Read the full piece, which contains many thought-provoking insights.
"Randomised trials could help show whether aid works"
IPA Research Affiliate David McKenzie is mentioned in this Economist news story on the effectiveness of randomized trials, calling back to the Millennium Villages Project that has stirred up some controversy in the development impact sphere this year. Relevant Excerpt:
Michael Clemens of the Centre for Global Development, a think-tank, and Gabriel Demombynes of the World Bank says that a randomised trial is needed to disentangle what the millennium programme is doing from what is happening anyway. In such a trial, each village would be paired with a similar one not getting the same help—and the results compared.
This stirred up a hornets’ nest. In a vitriolic letter to another critic, Mr Sachs calls the idea “that one can randomise villages like one randomises individuals…extraordinarily misguided”. Randomised trials cannot work in villages, he insists, because they are too complex and dynamic. Comparing a millennium village with a randomly chosen one “will add surprisingly little”; the proper comparison is with a region or a country as a whole.
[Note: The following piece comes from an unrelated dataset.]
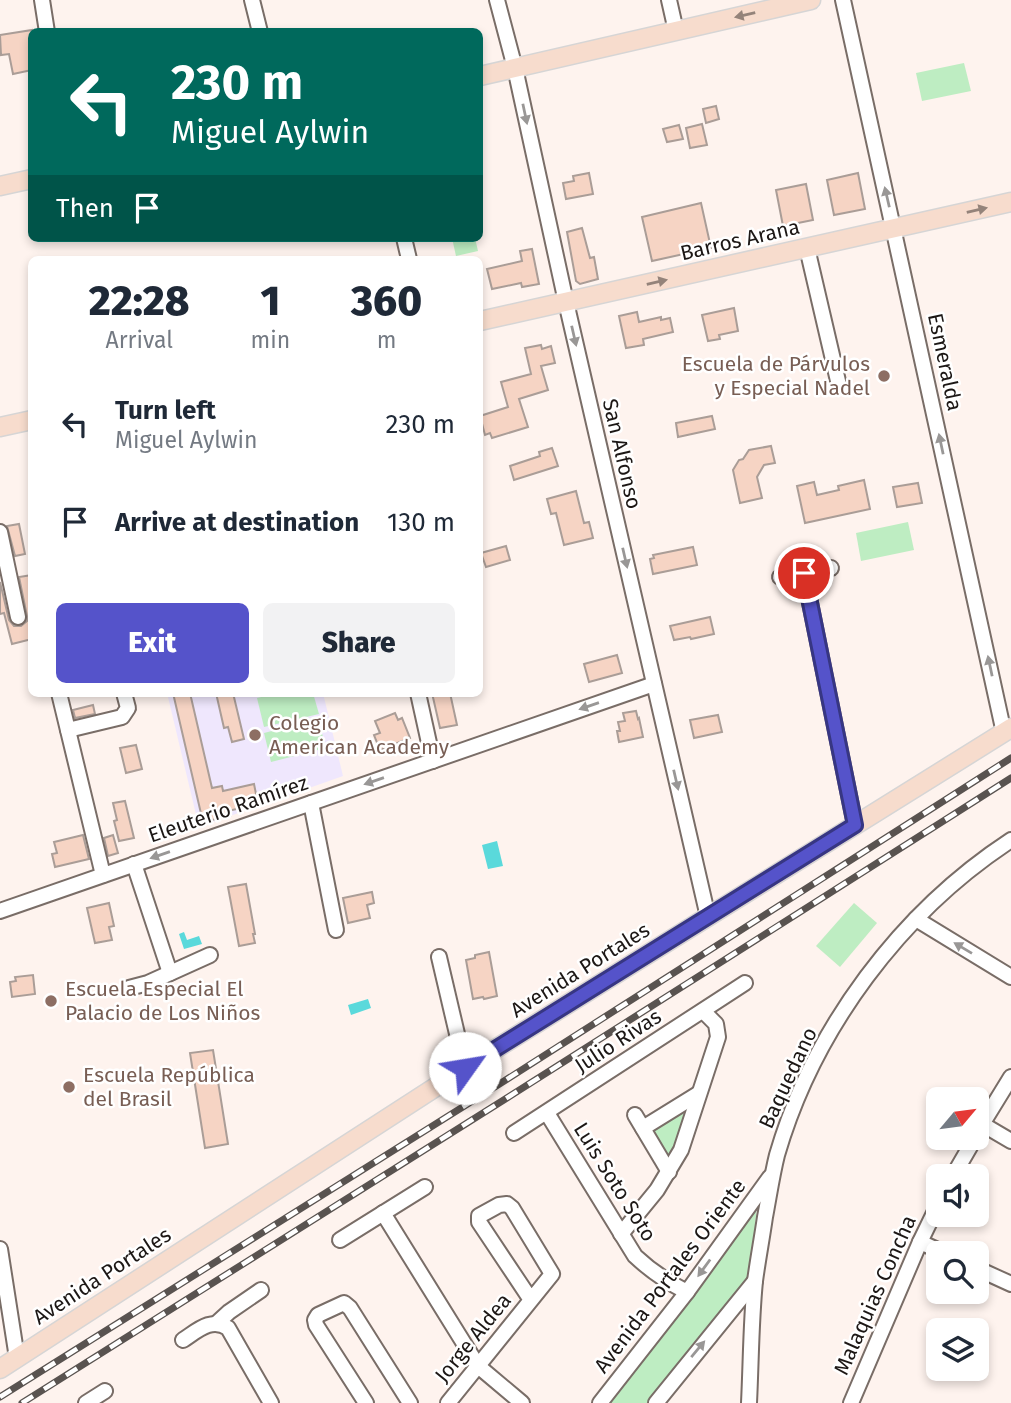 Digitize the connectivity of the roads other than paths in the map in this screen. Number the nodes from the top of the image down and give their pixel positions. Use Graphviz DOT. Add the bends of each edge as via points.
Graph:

David McKenzie of the World Bank then took up the cudgels. He pointed out that if the impact of the project were as great as its backers claim, it should be discernible even against a shifting background; that, in practice, randomised trials can be used to evaluate complex, dynamic processes, not just simple, static ones (though they have to be designed properly); and that comparing a favoured village against another after the intervention has started—which is being done—isn’t a randomised trial in the proper sense (properly, one should select pairs of villages, then choose one of the pair randomly as the subject of the programme).